Аббат отвернулся от окна и посмотрел на молодого монаха. Эльюрик стоял на коленях, закрыв лицо руками, гладкими, мягкими, молодыми, и слезы медленно текли у него между пальцев.
– Посмотри на меня! – потребовал аббат, а когда юноша со страхом поднял к нему измученное лицо, добавил: – Теперь отвечай правду и не бойся. Ты никогда ни слова не говорил этой госпоже о своей любви?
– Нет, отец мой!
– И она никогда не произносила подобных слов и не бросала на тебя взглядов, которые могли бы зажечь любовь или хотя бы заронить мысль о ней?
– Нет, отец мой, никогда, никогда! Она недосягаема для меня! Я для нее ничто! – Со слезами отчаяния юноша добавил: – Это я, к своему позору, замарал ее любовью, о которой она ничего не знает.
– Правда? Как же твое несчастное чувство могло оскорбить эту женщину? Скажи, ты в мечтах когда-нибудь касался ее? Обнимал? Обладал ею?
– Нет! – вскричал Эльюрик с болью и ужасом. – Боже упаси! Разве я мог так осквернить ее? Я благоговею перед ней, для меня она как святая. Когда я зажигаю свечи, которые куплены благодаря ее щедрости, в их сиянии я вижу ее лицо. Я только паломник к ее образу. Но как это больно… – простонал Эльюрик и, уцепившись за полы рясы аббата, зарылся лицом в складки.
– Хватит! – повелительным тоном произнес аббат и положил руку на склоненную голову юноши. – Ты расточаешь слишком много слов, говоря о естественных, свойственных каждому человеку вещах. Излишество заслуживает порицания, и в этом ты виноват. Что же касается искушения, которому ты, к несчастью, подвергся, то ты не совершил ничего дурного, наоборот, вел себя правильно. Это ясно. Не следует бояться и упреков со стороны женщины, чью добродетель ты так превозносишь. Ты не обидел ее. Я знаю, что ты неизменно правдив. Ты говоришь правду, как видишь и понимаешь ее. Потому что правда – очень непростая штука, сын мой, и человек может ошибаться, его ум несовершенен. Я виню себя, что подверг твою душу этому испытанию. Мне следовало предвидеть, что оно окажется слишком суровым для столь молодого и неопытного человека, как ты. Теперь встань! Твоя просьба удовлетворена. Впредь ты освобождаешься от этой обязанности.
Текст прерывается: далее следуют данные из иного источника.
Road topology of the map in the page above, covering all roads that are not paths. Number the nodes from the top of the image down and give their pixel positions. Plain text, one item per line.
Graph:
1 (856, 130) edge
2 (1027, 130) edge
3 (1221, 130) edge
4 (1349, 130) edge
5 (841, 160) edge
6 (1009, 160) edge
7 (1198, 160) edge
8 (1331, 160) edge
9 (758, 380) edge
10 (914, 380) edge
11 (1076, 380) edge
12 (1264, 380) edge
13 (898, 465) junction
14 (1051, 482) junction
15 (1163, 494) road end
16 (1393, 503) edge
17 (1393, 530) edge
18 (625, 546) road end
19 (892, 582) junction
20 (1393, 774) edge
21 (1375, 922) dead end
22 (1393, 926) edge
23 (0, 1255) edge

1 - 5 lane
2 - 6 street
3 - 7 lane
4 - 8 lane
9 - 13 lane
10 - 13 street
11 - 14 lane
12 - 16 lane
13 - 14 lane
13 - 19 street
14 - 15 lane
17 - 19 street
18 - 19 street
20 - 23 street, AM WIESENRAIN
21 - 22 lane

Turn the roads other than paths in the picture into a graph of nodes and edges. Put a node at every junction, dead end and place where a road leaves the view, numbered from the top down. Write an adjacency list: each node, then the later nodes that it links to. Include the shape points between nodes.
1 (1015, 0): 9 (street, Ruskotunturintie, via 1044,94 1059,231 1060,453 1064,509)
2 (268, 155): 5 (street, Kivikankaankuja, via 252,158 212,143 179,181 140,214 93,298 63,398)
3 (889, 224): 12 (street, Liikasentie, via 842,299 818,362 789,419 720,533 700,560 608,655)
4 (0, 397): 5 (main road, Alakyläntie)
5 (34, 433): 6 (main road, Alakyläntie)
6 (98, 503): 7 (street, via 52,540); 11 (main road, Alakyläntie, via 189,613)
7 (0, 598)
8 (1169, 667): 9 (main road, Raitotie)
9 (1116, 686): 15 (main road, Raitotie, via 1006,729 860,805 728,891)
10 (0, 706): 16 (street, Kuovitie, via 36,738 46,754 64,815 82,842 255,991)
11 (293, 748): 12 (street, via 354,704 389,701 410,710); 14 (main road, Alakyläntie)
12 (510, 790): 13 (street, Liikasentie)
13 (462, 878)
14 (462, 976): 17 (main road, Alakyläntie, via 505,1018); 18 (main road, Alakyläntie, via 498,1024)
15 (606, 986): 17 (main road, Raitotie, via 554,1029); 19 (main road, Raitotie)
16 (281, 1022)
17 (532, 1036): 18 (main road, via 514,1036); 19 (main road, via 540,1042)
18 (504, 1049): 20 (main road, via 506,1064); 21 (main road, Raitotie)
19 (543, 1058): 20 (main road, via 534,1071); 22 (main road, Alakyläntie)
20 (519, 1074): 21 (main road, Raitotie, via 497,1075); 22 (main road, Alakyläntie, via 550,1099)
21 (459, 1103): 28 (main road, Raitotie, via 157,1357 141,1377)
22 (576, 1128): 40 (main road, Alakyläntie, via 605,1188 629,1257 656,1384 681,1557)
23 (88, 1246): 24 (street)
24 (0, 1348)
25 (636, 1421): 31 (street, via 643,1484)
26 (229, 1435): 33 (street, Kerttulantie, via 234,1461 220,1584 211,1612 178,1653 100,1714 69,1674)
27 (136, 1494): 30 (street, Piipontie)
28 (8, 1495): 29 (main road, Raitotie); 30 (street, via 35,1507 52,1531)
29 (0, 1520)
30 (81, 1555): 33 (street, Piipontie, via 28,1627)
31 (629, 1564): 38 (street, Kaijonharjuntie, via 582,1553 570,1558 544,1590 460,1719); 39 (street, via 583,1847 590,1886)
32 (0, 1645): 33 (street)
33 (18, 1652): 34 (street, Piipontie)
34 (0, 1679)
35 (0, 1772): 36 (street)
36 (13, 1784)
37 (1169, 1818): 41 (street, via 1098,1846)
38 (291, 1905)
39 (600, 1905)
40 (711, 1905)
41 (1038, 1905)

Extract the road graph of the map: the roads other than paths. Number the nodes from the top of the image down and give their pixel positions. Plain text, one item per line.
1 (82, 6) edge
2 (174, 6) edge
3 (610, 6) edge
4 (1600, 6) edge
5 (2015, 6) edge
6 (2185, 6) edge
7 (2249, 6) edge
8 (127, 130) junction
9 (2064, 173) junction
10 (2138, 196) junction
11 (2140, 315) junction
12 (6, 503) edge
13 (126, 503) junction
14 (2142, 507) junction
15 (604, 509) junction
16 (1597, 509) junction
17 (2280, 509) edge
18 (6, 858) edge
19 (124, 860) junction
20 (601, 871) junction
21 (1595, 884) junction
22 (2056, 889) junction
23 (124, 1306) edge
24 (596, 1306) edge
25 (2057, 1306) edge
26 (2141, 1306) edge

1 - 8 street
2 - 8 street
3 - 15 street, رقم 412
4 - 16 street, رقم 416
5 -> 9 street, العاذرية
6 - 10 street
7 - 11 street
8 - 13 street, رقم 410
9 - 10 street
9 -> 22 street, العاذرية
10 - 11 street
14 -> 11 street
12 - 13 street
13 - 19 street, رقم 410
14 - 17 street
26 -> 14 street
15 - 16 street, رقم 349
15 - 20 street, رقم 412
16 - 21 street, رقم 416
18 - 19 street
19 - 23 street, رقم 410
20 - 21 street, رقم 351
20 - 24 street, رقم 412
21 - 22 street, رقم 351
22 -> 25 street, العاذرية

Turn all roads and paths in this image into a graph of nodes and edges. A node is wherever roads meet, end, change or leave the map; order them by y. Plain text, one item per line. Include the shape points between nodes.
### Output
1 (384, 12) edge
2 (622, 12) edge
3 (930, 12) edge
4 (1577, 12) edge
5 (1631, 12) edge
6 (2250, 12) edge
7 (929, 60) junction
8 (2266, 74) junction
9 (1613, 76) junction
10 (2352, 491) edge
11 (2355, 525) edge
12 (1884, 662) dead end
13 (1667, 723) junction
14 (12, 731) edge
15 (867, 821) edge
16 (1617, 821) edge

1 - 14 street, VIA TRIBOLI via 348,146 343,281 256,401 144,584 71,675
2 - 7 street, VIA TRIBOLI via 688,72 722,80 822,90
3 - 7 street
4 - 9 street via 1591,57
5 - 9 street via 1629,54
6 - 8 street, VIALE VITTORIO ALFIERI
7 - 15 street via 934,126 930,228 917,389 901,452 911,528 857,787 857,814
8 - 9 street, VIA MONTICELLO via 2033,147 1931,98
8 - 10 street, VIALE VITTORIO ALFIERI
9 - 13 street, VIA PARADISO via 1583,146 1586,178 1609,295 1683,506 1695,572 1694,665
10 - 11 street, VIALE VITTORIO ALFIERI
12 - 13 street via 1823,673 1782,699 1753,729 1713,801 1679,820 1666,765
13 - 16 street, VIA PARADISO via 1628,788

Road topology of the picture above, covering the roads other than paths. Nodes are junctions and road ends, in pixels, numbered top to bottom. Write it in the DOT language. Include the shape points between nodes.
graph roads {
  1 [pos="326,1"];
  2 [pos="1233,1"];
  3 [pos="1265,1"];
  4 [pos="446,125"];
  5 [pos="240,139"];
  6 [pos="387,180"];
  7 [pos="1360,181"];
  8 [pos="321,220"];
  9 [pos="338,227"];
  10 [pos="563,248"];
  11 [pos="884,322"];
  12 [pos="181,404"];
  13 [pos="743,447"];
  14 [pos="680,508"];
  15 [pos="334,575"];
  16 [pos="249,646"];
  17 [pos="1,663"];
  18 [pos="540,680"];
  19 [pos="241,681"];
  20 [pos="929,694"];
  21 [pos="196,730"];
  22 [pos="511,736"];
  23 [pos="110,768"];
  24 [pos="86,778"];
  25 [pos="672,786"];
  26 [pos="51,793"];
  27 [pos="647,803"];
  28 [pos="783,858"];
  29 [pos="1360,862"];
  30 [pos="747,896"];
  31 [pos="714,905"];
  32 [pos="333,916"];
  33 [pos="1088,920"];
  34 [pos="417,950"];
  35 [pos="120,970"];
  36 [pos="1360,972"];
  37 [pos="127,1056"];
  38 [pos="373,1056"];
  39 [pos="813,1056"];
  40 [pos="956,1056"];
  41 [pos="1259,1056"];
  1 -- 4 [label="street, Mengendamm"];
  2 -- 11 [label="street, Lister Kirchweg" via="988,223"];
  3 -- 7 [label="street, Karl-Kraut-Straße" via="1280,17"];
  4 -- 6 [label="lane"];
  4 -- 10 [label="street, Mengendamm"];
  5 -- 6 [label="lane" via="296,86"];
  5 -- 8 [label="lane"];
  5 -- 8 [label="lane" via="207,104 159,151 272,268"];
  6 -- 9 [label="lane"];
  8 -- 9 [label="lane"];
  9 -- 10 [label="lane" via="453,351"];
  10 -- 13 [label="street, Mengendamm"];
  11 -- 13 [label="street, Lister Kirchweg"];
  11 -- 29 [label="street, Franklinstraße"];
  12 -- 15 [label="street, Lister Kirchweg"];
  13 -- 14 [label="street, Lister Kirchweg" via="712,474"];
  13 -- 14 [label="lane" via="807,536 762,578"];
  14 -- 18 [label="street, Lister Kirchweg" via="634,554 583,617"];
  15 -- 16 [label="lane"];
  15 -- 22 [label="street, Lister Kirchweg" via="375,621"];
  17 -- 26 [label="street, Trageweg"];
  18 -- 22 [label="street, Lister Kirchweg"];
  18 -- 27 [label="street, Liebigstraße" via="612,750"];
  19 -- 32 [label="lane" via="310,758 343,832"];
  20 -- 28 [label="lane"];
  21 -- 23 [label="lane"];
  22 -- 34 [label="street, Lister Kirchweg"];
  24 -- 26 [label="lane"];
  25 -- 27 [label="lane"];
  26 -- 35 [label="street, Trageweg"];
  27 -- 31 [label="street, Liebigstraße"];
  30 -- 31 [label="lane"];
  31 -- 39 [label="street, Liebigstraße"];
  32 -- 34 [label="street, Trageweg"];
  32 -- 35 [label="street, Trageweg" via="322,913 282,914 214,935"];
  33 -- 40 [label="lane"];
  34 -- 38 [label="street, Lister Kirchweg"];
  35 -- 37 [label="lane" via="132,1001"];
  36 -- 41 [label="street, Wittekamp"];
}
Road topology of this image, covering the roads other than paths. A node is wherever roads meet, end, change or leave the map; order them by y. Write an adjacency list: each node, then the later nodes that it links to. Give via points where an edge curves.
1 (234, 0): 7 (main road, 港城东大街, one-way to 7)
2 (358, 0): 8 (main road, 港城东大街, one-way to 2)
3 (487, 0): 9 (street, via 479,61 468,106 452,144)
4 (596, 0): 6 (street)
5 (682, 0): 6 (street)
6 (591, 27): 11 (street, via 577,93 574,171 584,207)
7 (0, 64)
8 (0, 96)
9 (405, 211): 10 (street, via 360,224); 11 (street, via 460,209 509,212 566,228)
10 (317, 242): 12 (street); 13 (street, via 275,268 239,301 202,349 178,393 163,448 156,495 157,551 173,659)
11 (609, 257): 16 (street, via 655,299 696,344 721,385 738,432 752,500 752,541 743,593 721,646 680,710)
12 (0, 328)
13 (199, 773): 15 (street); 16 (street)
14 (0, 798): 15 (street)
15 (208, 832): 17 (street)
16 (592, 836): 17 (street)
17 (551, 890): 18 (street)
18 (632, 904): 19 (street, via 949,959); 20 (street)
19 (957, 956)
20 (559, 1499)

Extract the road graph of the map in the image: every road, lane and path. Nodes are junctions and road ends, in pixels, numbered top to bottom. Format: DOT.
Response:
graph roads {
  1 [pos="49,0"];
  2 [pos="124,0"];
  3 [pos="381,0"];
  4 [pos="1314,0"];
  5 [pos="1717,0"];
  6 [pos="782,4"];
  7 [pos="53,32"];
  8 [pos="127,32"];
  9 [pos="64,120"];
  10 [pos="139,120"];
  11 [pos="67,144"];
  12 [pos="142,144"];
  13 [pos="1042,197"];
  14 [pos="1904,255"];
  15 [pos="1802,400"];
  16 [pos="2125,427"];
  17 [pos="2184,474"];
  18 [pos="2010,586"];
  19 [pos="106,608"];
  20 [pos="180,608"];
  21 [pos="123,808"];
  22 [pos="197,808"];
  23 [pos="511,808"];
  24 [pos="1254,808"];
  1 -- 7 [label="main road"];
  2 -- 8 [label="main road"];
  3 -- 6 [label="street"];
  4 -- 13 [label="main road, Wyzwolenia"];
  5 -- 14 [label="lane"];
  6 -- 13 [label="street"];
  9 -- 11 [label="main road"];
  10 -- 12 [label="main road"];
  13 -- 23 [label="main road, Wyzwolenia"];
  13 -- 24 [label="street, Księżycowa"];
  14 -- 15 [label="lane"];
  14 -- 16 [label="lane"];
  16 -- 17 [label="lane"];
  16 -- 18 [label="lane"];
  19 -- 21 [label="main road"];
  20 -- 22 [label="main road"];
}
Аббат решительно взял Эльюрика за руки и помог ему подняться, потому что тот был настолько опустошен и так дрожал от слабости, что, казалось, без помощи и не встанет. Юноша начал бормотать слова благодарности, но язык плохо повиновался ему, и самые обычные выражения давались ему с трудом. Понемногу ему становилось легче, покой стал возвращаться к нему. Однако одна мысль все же не отпускала Эльюрика, вызывая мучительную тревогу.